Gao Sujuan, Unverzagt Frederick W, Hall Kathleen S, Lane Kathleen A, Murrell Jill R, Hake Ann M, Smith-Gamble Valerie, Hendrie Hugh C
Department of Biostatistics, Indiana University School of Medicine, Indianapolis, IN.
Department of Psychiatry, Indiana University School of Medicine, Indianapolis, IN.
Am J Geriatr Psychiatry. 2014 Jul;22(7):670-81. doi: 10.1016/j.jagp.2013.02.015. Epub 2013 Jul 3.
To examine the long-term outcomes of community-based elderly African Americans by following their transitions from normal cognition to mild cognitive impairment (MCI) to dementia.
Participants were from the community-based Indianapolis Dementia Project. A total of 4,104 African Americans were enrolled in 1992 or 2001 and followed until 2009 with regularly scheduled evaluation of cognitive assessment. A two-stage sampling was used at each evaluation to select individuals for extensive clinical assessment following the results of Stage 1 cognitive testing.
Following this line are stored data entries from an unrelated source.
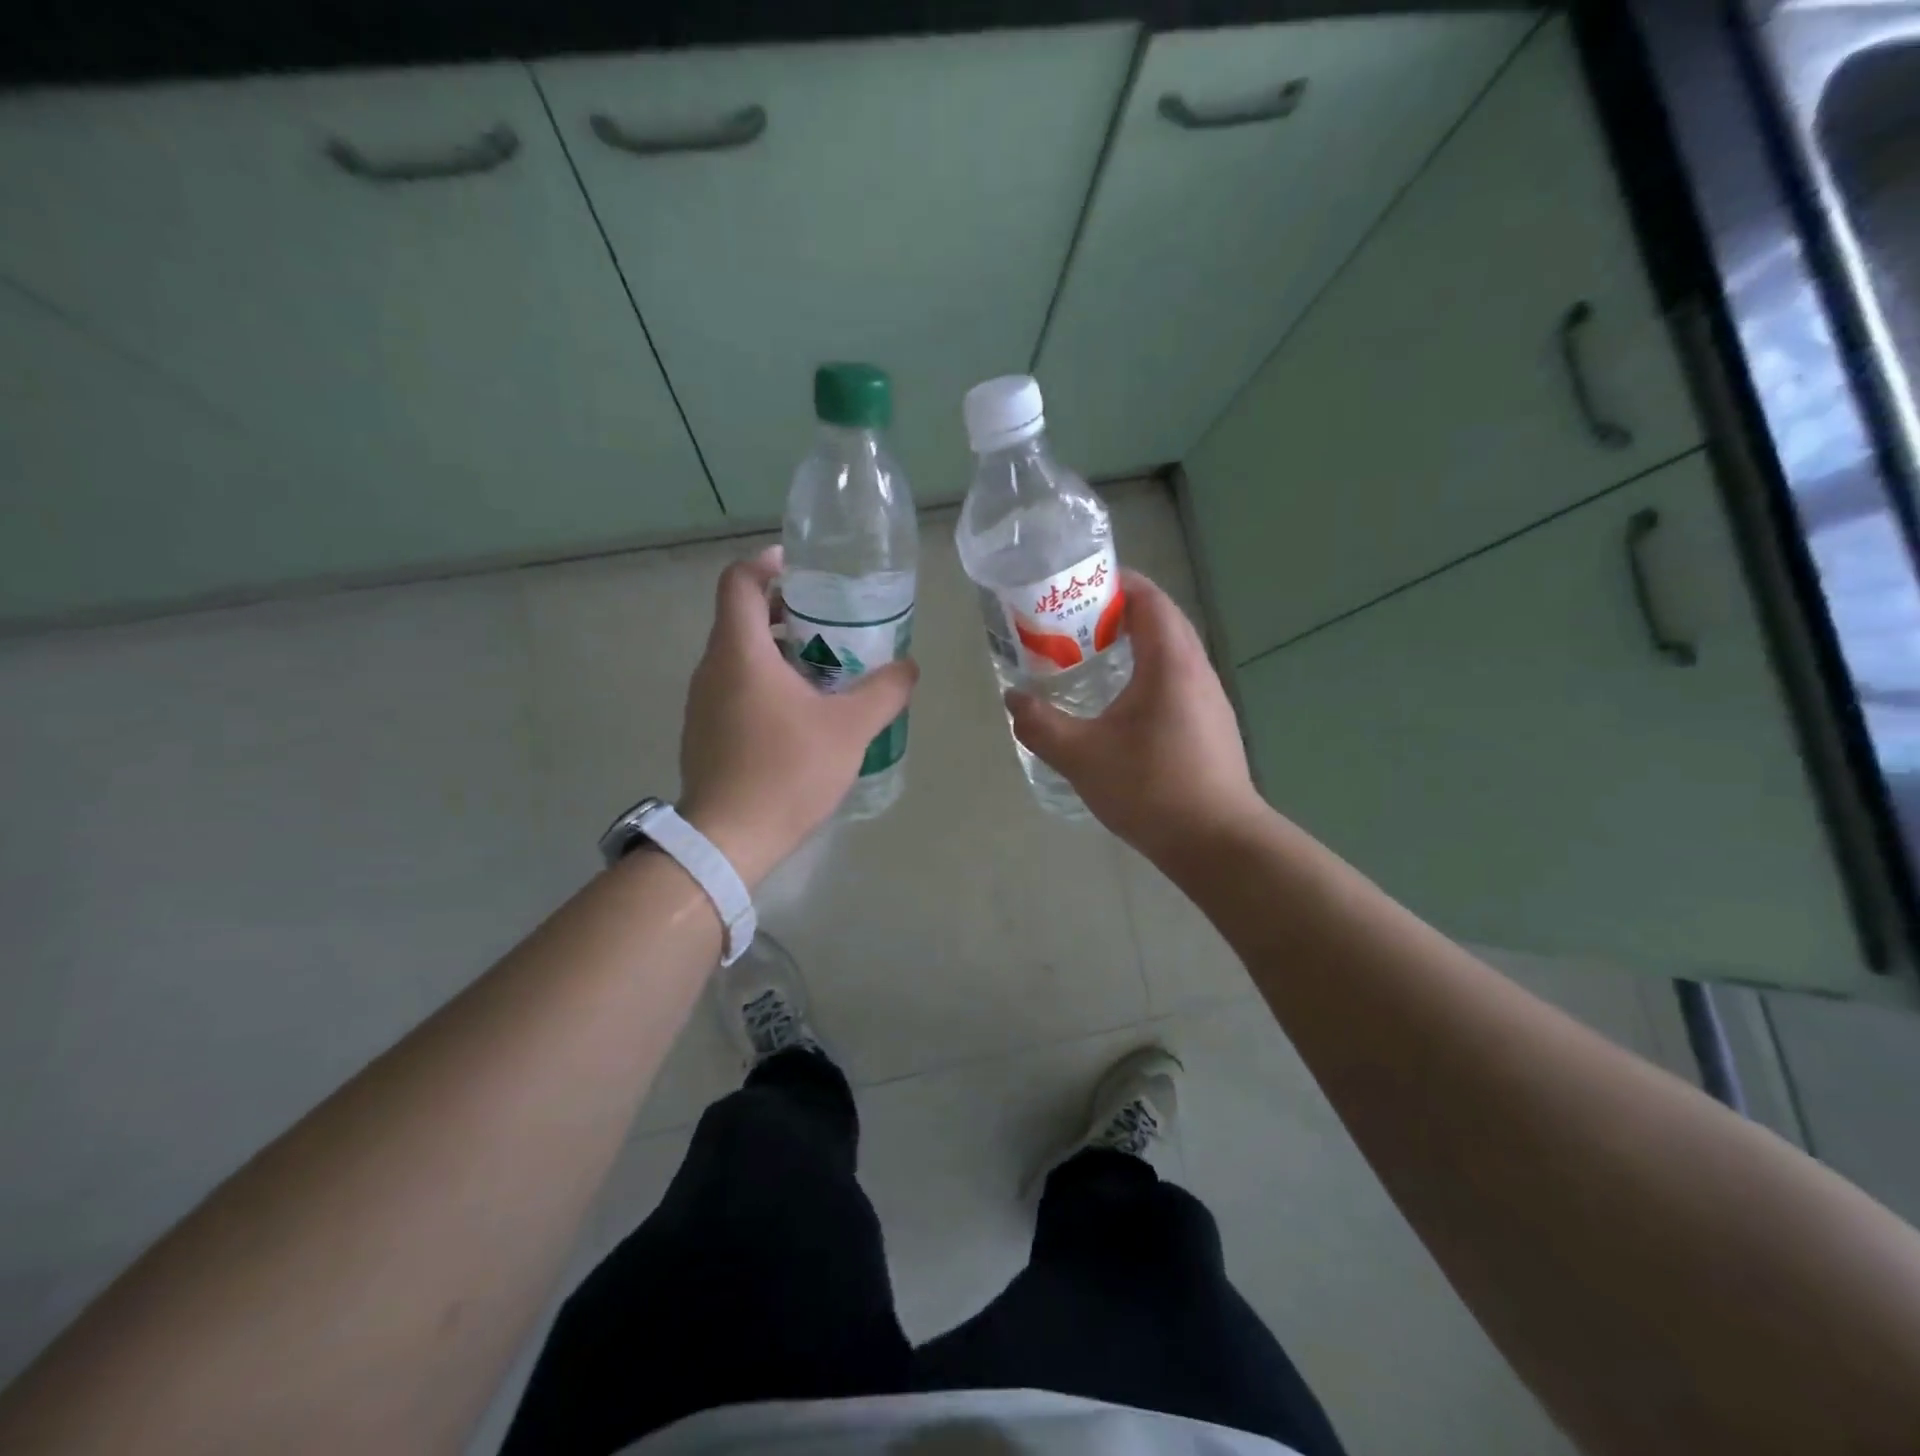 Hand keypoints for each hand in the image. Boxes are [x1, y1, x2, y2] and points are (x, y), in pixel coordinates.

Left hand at [677, 546, 916, 885]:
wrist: (730, 838)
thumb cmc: (787, 770)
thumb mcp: (850, 728)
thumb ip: (884, 691)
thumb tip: (909, 667)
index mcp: (740, 652)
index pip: (739, 581)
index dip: (767, 563)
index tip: (800, 567)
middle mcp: (712, 668)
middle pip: (740, 617)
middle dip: (784, 612)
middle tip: (830, 624)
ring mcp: (702, 703)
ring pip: (738, 656)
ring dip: (777, 652)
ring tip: (824, 671)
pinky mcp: (704, 732)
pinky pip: (733, 688)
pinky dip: (764, 683)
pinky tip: (800, 715)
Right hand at [1005, 570, 1261, 861]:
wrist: (1217, 843)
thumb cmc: (1151, 788)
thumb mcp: (1081, 756)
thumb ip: (1040, 724)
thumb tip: (1013, 699)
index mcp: (1170, 661)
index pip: (1148, 598)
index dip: (1114, 583)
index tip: (1076, 589)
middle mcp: (1196, 670)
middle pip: (1160, 621)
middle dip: (1117, 614)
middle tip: (1072, 626)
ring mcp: (1209, 699)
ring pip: (1169, 653)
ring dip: (1133, 647)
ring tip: (1089, 661)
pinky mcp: (1211, 726)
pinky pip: (1175, 681)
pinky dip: (1145, 676)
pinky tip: (1119, 707) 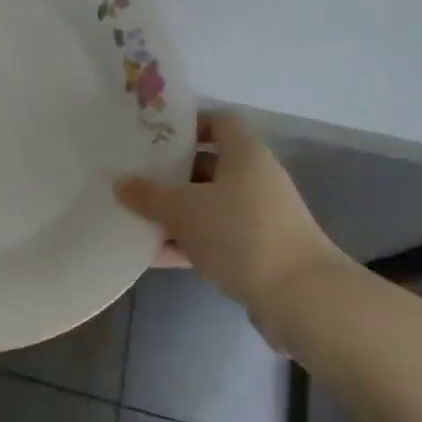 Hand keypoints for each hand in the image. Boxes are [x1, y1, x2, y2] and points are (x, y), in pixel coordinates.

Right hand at [116, 111, 345, 342]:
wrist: (302, 299)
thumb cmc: (240, 234)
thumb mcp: (183, 210)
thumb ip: (148, 195)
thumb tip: (120, 182)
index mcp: (244, 153)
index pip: (218, 121)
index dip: (188, 125)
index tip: (154, 138)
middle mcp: (256, 178)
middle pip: (208, 165)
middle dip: (171, 174)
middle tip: (135, 179)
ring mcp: (260, 217)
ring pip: (210, 205)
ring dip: (176, 213)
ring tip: (136, 219)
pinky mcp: (260, 252)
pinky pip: (217, 238)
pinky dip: (189, 243)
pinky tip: (154, 255) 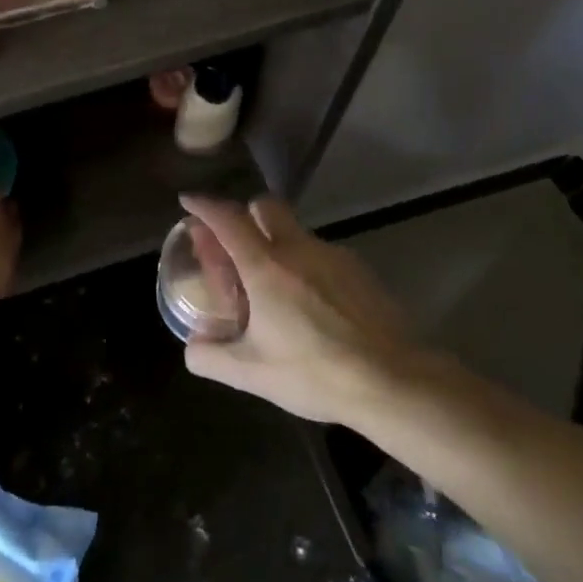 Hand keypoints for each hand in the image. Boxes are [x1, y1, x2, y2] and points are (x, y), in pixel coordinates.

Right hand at [177, 193, 429, 425]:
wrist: (394, 381)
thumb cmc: (314, 372)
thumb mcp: (251, 373)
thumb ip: (210, 357)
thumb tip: (191, 346)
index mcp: (265, 266)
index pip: (227, 218)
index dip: (204, 205)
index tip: (188, 200)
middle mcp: (298, 249)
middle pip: (266, 206)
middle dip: (245, 213)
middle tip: (236, 243)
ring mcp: (334, 256)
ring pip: (296, 232)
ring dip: (277, 243)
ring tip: (274, 285)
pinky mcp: (361, 272)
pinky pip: (322, 255)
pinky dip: (307, 266)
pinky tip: (312, 304) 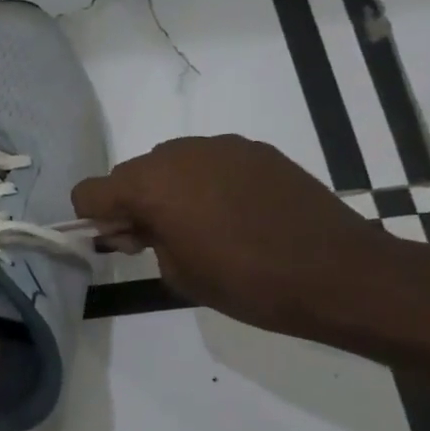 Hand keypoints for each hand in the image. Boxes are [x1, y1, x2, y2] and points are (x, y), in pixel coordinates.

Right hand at [71, 136, 404, 337]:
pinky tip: (238, 213)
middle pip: (129, 173)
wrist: (340, 274)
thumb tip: (140, 227)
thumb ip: (144, 241)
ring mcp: (220, 147)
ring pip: (169, 164)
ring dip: (170, 190)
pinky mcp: (255, 151)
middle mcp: (177, 155)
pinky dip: (207, 183)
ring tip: (205, 226)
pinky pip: (209, 162)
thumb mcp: (176, 273)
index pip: (89, 192)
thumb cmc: (246, 282)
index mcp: (149, 186)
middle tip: (161, 239)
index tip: (125, 243)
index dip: (96, 219)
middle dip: (133, 203) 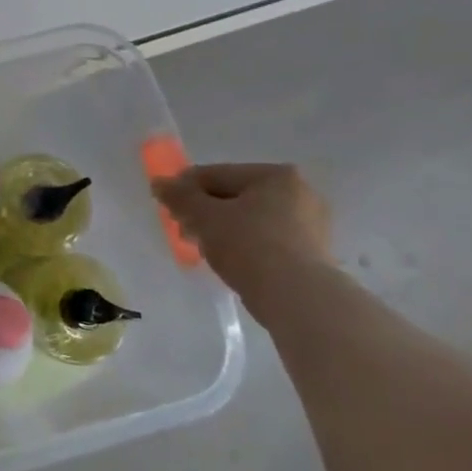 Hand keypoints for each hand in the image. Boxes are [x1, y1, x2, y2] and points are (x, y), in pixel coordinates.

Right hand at [153, 163, 331, 300]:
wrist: (295, 296)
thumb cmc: (248, 245)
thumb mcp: (204, 217)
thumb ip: (179, 197)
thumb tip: (159, 183)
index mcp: (275, 175)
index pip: (217, 174)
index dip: (185, 188)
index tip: (166, 205)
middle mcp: (300, 192)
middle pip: (235, 196)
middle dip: (204, 211)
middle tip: (182, 229)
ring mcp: (310, 224)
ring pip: (250, 219)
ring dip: (221, 228)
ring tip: (200, 247)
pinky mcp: (312, 252)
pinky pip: (266, 239)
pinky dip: (244, 244)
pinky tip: (228, 259) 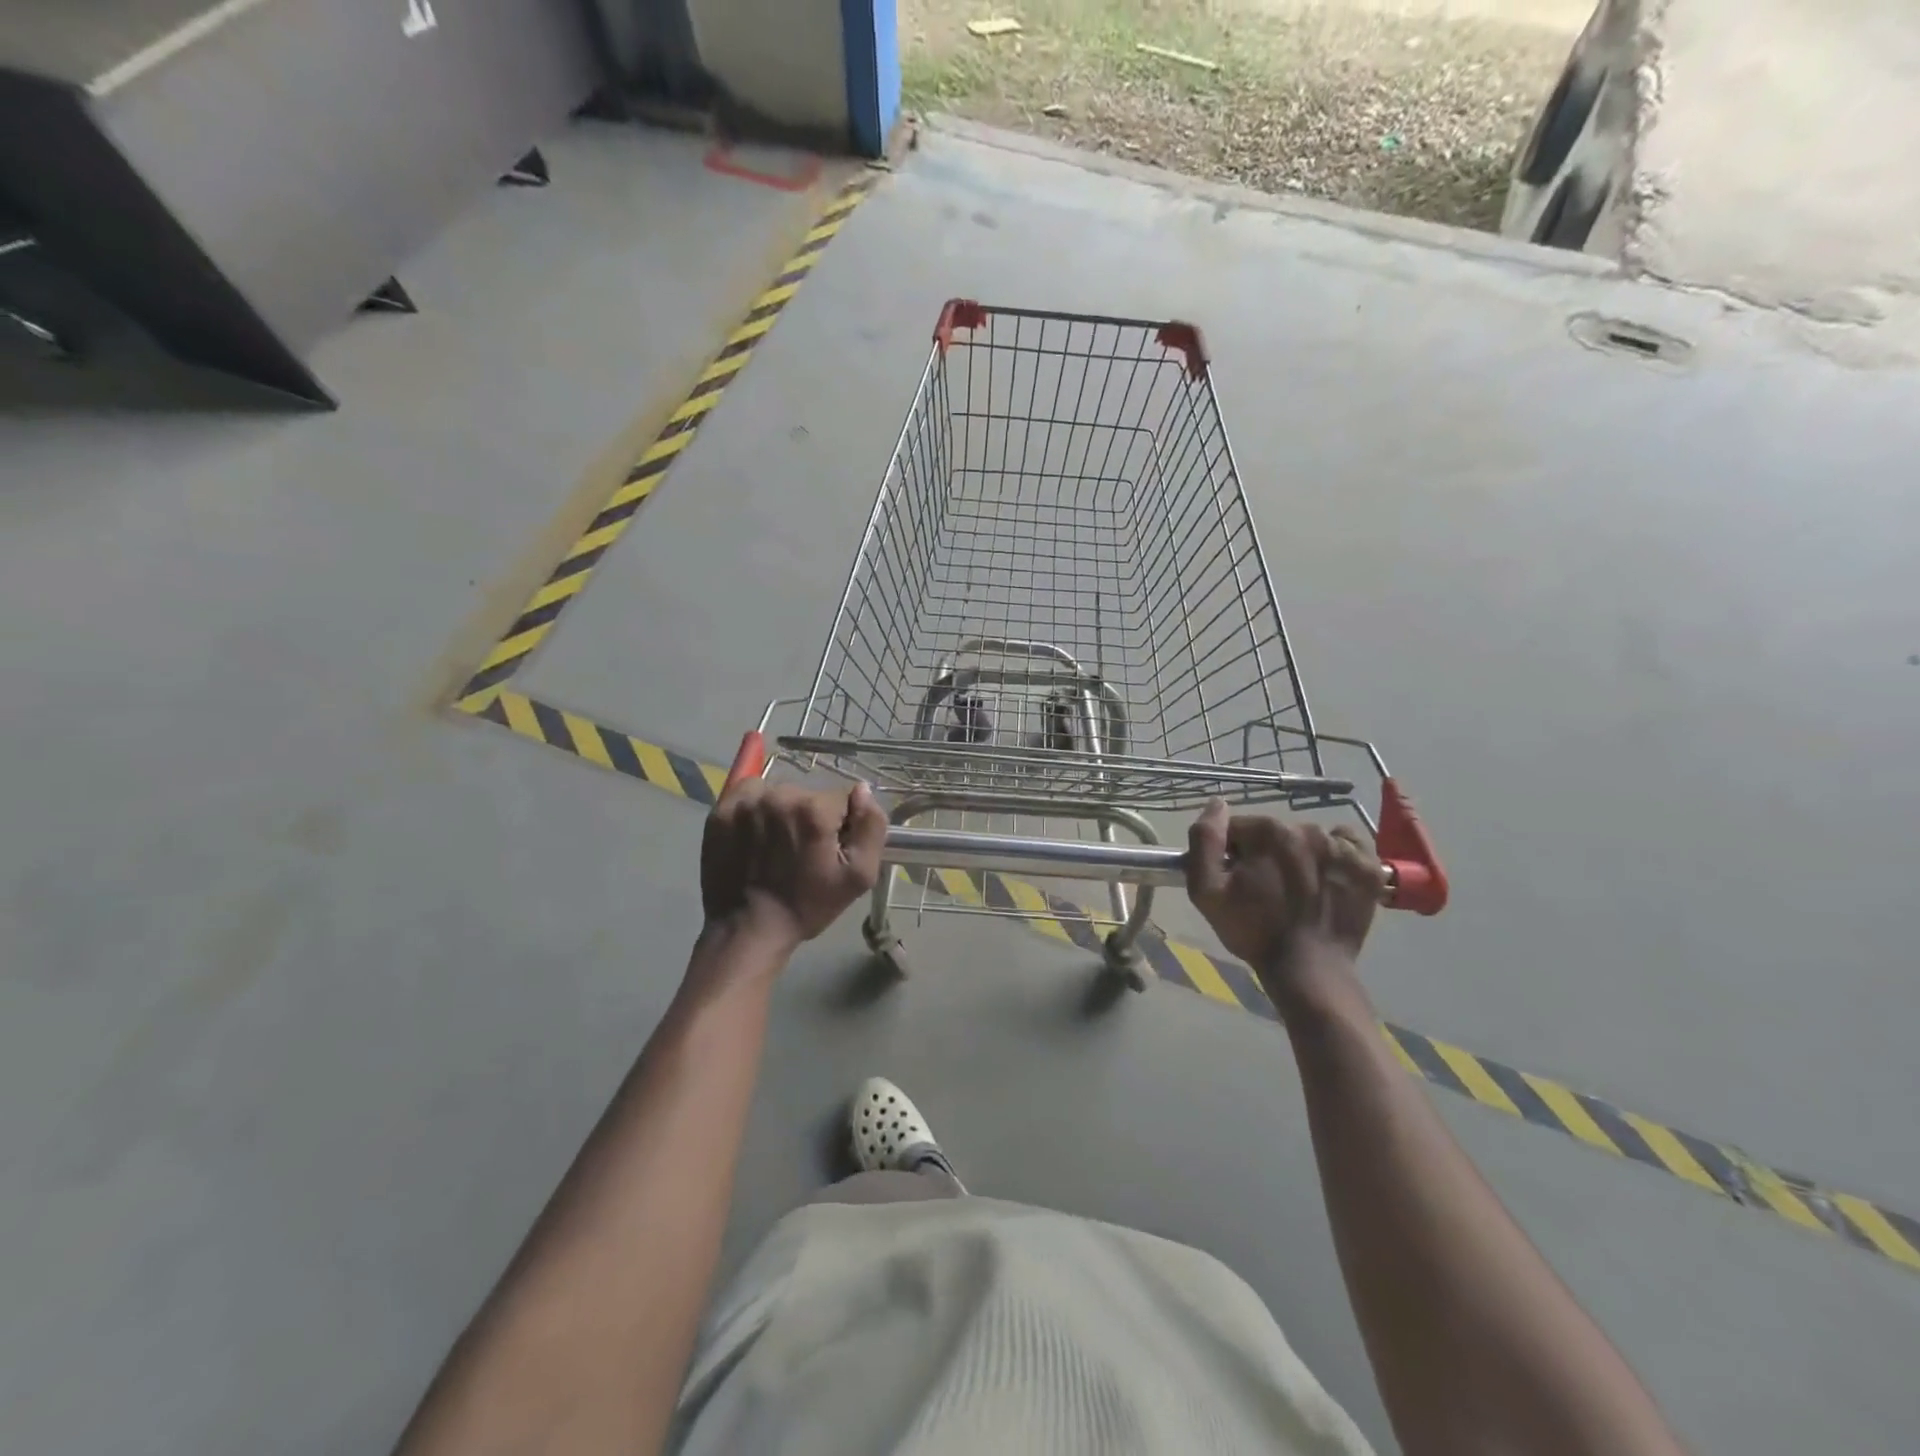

Age- and gender-specific incidence, progression, and reversion rates for MCI were derived using the person-year method in a dynamic cohort and predicted probabilities from weighted multinomial logistic models of transitional probabilities among normal cognition, MCI, and dementia.
Annual overall incidence rate for MCI was 5.6% (95% confidence interval [CI]: 4.6%-6.6%). Annual progression rate from MCI to dementia was 5.9% (95% CI: 5.3%-6.5%), and annual reversion rate from MCI to normal was 18.6% (95% CI: 16.7%-20.4%). Both MCI incidence rates and MCI to dementia progression rates increased with age, whereas reversion rates from MCI to normal decreased with age.
MCI progression to dementia was much more frequent in the older age groups than in younger participants where reversion to normal cognition is more common. Future research is needed to determine factors related to the heterogeneous outcomes in MCI individuals.
通过追踪社区老年非裔美国人从正常认知到轻度认知障碍(MCI)再到痴呆症的转变过程,来研究其长期预后情况。
参与者来自基于社区的印第安纳波利斯痴呆症项目。1992年或2001年共招募了4104名非裔美国人,并随访至2009年,定期进行认知评估。每次评估时采用两阶段抽样法,根据第一阶段认知测试结果选择个体进行全面临床评估。使用人年法在动态队列中得出特定年龄和性别的MCI发病率、进展率和逆转率,并从正常认知、MCI和痴呆症之间转变概率的加权多项逻辑模型中预测概率。
MCI的年总发病率为5.6%(95%置信区间[CI]:4.6%-6.6%)。从MCI进展到痴呆症的年发生率为5.9%(95%CI:5.3%-6.5%),从MCI逆转到正常的年发生率为18.6%(95%CI:16.7%-20.4%)。MCI发病率和从MCI进展到痴呆症的发生率均随年龄增长而增加,而从MCI逆转到正常的发生率随年龄增长而降低。
在老年人群中,MCI进展为痴呆症的情况比年轻参与者更为常见,而年轻参与者中恢复到正常认知更为普遍。未来需要开展研究以确定与MCI个体异质性预后相关的因素。